This is the fourth written response to the TFA pre-institute work (responses 1, 2, 3). This reflection is on “planning purposefully.”
Have I ever planned at the level of detail outlined in the TFA training materials? No. In fact, I’ve worked on projects far more complicated, expensive, and involving more people than a semester of classroom instruction that have been executed without as much planning as the Teaching as Leadership rubric describes. That said, there are some connections to effective (and ineffective) methods for designing, building, and producing web publications, a process I am familiar with. Moreover, some of the explicit decisions necessary for effectively editing and organizing articles on a web magazine resonate with the necessity for planning explicit demonstrations of reading comprehension skills.

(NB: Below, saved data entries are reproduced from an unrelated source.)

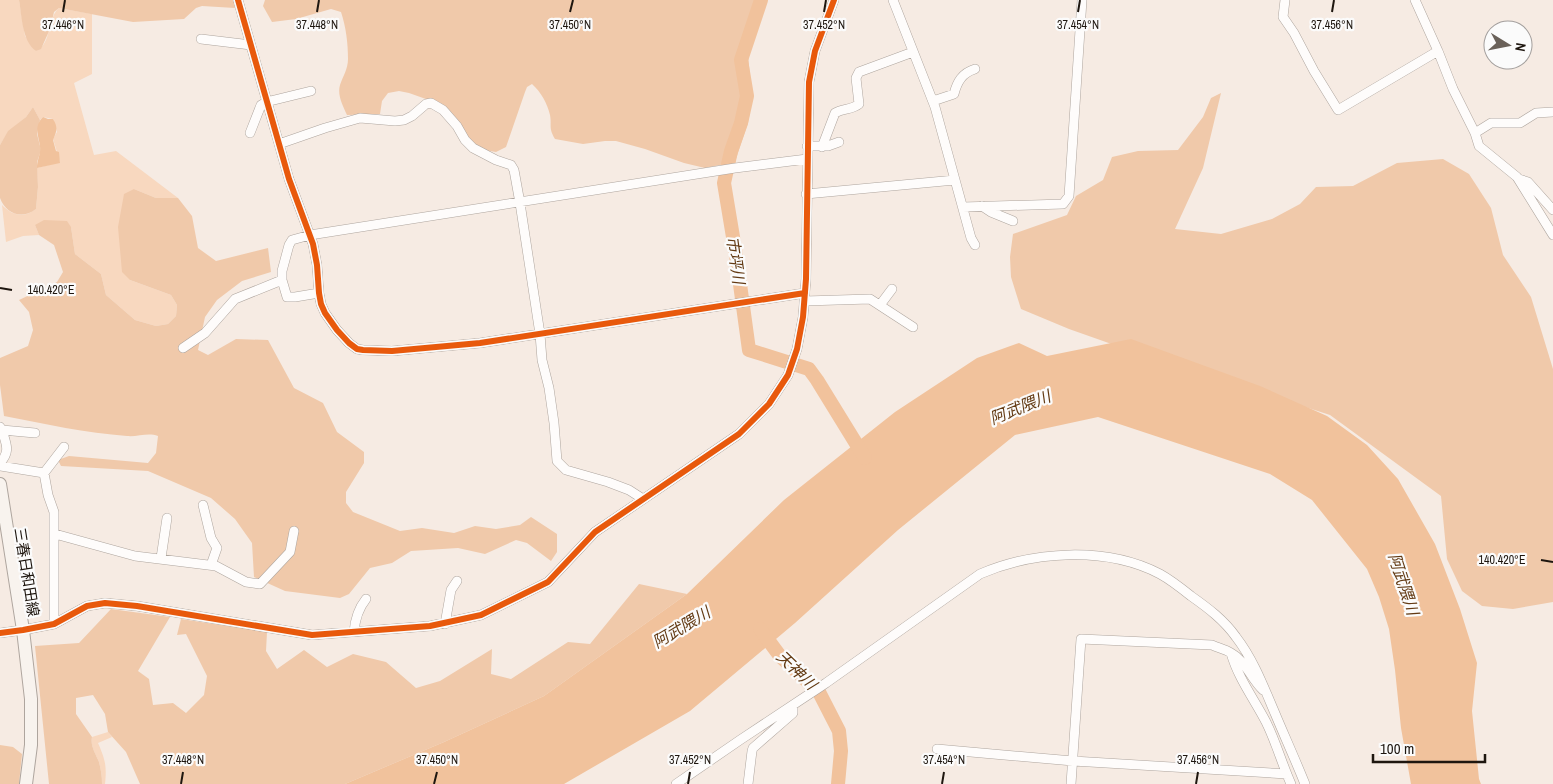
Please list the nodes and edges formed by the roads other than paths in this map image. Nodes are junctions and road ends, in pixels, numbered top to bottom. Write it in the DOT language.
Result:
graph roads {
  1 [pos="238,0"];
  2 [pos="834,0"];
  3 [pos="893,0"];
  4 [pos="1082,0"];
  5 [pos="1284,0"];
  6 [pos="1415,0"];
  7 [pos="201,39"];
  8 [pos="251,45"];
  9 [pos="1438,51"];
  10 [pos="913,52"];
  11 [pos="975,70"];
  12 [pos="310,91"];
  13 [pos="933,101"];
  14 [pos="266,102"];
  15 [pos="1553,112"];
  16 [pos="250,133"];
  17 [pos="1475,133"];
  18 [pos="839,142"];
  19 [pos="279,144"];
  20 [pos="807,146"];
  21 [pos="822,147"];
  22 [pos="807,159"];
  23 [pos="1518,179"];
  24 [pos="955,180"];
  25 [pos="806,194"];
  26 [pos="520,203"];
  27 [pos="982,206"];
  28 [pos="963,207"];
  29 [pos="1553,210"];
  30 [pos="1013,221"];
  31 [pos="310,235"];
  32 [pos="1553,235"];
  33 [pos="974,245"];
  34 [pos="282,280"];
  35 [pos="892,289"];
  36 [pos="319,293"];
  37 [pos="805,297"];
  38 [pos="880,305"];
  39 [pos="914,326"];
  40 [pos="540,334"];
  41 [pos="183,348"];
  42 [pos="1,428"];
  43 [pos="35,433"];
  44 [pos="64,447"];
  45 [pos="0,464"];
  46 [pos="44,473"];
  47 [pos="0,484"];
  48 [pos="643,499"];
  49 [pos="203,505"];
  50 [pos="167,518"];
  51 [pos="294,531"];
  52 [pos="55,534"];
  53 [pos="161,558"];
  54 [pos="210,565"];
  55 [pos="456,581"];
  56 [pos="366,599"];
  57 [pos="54,624"];
  58 [pos="444,624"];
  59 [pos="23,630"];
  60 [pos="354,632"];
  61 [pos="0,633"];
  62 [pos="1231,652"];
  63 [pos="1267,694"];
  64 [pos="793,705"];
  65 [pos="936,749"];
  66 [pos="1073,761"];
  67 [pos="1287,774"];
  68 [pos="26,784"];
  69 [pos="676,784"];
  70 [pos="748,784"];
  71 [pos="1071,784"];
  72 [pos="1291,784"];
  73 [pos="1305,784"];
  1 -- 8 [label="street"];
  2 -- 20 [label="street"];
  3 -- 10 [label="street"];
  4 -- 27 [label="street"];
  5 -- 9 [label="street"];
  6 -- 9 [label="street"];
  7 -- 8 [label="street"];
  8 -- 14 [label="street"];
  9 -- 17 [label="street"];
  10 -- 13 [label="street"];
  10 -- 21 [label="street"];
  11 -- 13 [label="street"];
  12 -- 14 [label="street"];
  13 -- 24 [label="street"];
  14 -- 16 [label="street"];
  14 -- 19 [label="street"];
  15 -- 17 [label="street"];
  17 -- 23 [label="street"];
  18 -- 21 [label="street"];
  19 -- 26 [label="street"];
  19 -- 31 [label="street"];
  20 -- 21 [label="street"];
  20 -- 22 [label="street"];
  22 -- 25 [label="street"];
  22 -- 26 [label="street"];
  23 -- 29 [label="street"];
  23 -- 32 [label="street"];
  24 -- 25 [label="street"];
  24 -- 28 [label="street"];
  25 -- 37 [label="street"];
  26 -- 31 [label="street"];
  26 -- 40 [label="street"];
  27 -- 28 [label="street"];
  27 -- 30 [label="street"];
  28 -- 33 [label="street"];
  31 -- 34 [label="street"];
  31 -- 36 [label="street"];
  34 -- 36 [label="street"];
  34 -- 41 [label="street"];
  35 -- 38 [label="street"];
  36 -- 40 [label="street"];
  37 -- 38 [label="street"];
  37 -- 40 [label="street"];
  37 -- 48 [label="street"];
  38 -- 39 [label="street"];
  40 -- 48 [label="street"];
  42 -- 43 [label="street"];
  42 -- 45 [label="street"];
  44 -- 46 [label="street"];
  45 -- 46 [label="street"];
  46 -- 52 [label="street"];
  47 -- 59 [label="main road, 三春日和田線"];
  48 -- 58 [label="street"];
  49 -- 54 [label="street"];
  50 -- 53 [label="street"];
  51 -- 54 [label="street"];
  52 -- 53 [label="street"];
  52 -- 57 [label="street"];
  53 -- 54 [label="street"];
  55 -- 58 [label="street"];
  56 -- 60 [label="street"];
  57 -- 59 [label="street"];
  57 -- 60 [label="street"];
  58 -- 60 [label="street"];
  59 -- 61 [label="street"];
  59 -- 68 [label="main road, 三春日和田線"];
  62 -- 63 [label="street"];
  62 -- 66 [label="street"];
  62 -- 67 [label="street"];
  63 -- 64 [label="street"];
  63 -- 73 [label="street"];
  64 -- 69 [label="street"];
  64 -- 70 [label="street"];
  65 -- 66 [label="street"];
  66 -- 67 [label="street"];
  66 -- 71 [label="street"];
  67 -- 72 [label="street"];
}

The crucial point of focus in purposeful class planning is of course the “big goal” for student achievement. Hitting a certain level of performance on a standardized test, advancing a certain number of grade levels towards mastery of a subject, etc. Subsequent decisions and resource allocations can be judged based on whether or not they contribute to meeting the goal. In publishing websites or magazines, a clear goal is likewise necessary in order to measure success, make clear decisions about the allocation of time, money and talent, and to design a way to present information to your audience.
In setting out to design the current magazine I work for, , the original goal was to fill a gap in the science policy sphere, where there was no publication addressing science from a progressive perspective. That goal presumed a certain audience that included policymakers, academics, journalists, and professionals in the industry and lobbying world. Success shaping the opinions of these audience members is somewhat difficult to measure, but there are useful proxies: web traffic, mentions and references, and policy ideas we publish that are taken up by Congress or the administration.
These questions were crucial because without a clear idea of what we wanted to accomplish and what we wanted to measure, we might have built an accompanying website that didn’t present content in an accessible manner or move ideas where we could measure their influence. (Indeed, some of these factors changed over time and those problems arose; many we addressed by changing the site.) In fact, many web publications make the mistake of designing a site without starting from the content it will contain—in essence building a house frame without thinking about the interior floor plan. This is just like instructional razzle-dazzle that ignores learning goals.
For instance, a common design planning approach to mocking up a website is to create a page layout and fill areas where text will go with blocks of placeholder “dummy” text—often Latin from a Cicero speech that begins “Lorem ipsum dolor sit amet.” The problem with this is that while it creates a nice page to look at, working with dummy text ignores the primary function of the page: to provide content to your readers. Without real text and images, you can’t know if you have made your columns too wide, left too little space for photos, or if you’ve foregrounded the key ideas presented in your features.
Doing this well does involve a considerable level of detail work that spans editorial and development. Websites (like this blog) run on top of “content management system” software that groups posts or stories into “content objects.” A content object in most instances is an abstract grouping of all the components that make up an article: the headlines, body text, associated images, as well as the little blurbs used to promote the articles around the site and the tags or categories that group it with similar articles in an archive. Working out the appropriate model for these objects seems akin to translating curricular standards into learning objectives: it’s a process that has to happen early in the planning process that patterns a great deal of subsequent work. Hence getting it right is important.
Part of what interests me about the abstract process of planning patterns for website content is that it exposes some of the individuals steps to creating effective content itself. If you can’t write a set of pithy headlines and blurbs that draw readers in or pick a provocative image that evokes the main idea of an article, then it’s likely that the main idea of the piece isn’t clear. When I edit articles, I make explicit decisions about how to present main ideas in the opening paragraphs and then translate that same language into the headlines and summaries of the article that will appear around the site. This is itself a reading comprehension strategy: I am deliberately engineering context clues for readers, labeling and marking keywords and ideas.
Even as I was reading about reading comprehension in the literacy materials included in this exercise, and the potential for demonstrating to students the processes and habits of effective readers, I realized I was underlining these suggestions in the text. This was one of many strategies I could model. But more importantly, the recognition of my own habits is a foundation upon which to plan strategies that develop the student habits I want to see. That is, observing myself will be a way to visualize and map the strategies students should learn and demonstrate when it comes to reading comprehension.
That said, I’m intimidated by the open-ended question of how to choose among instructional strategies. How am I to know that presenting one concept will be more effective as a lecture instead of through a more complicated cooperative learning activity? I suspect experimentation will be necessary, and that means designing lessons in such a way that I can document the effectiveness of one approach, try another, and compare the results. When you’re building a website or sending an email, a lot of this information gathering can be automated, tallying site visitors or click-throughs. But perhaps effective grading and traffic strategies can come close.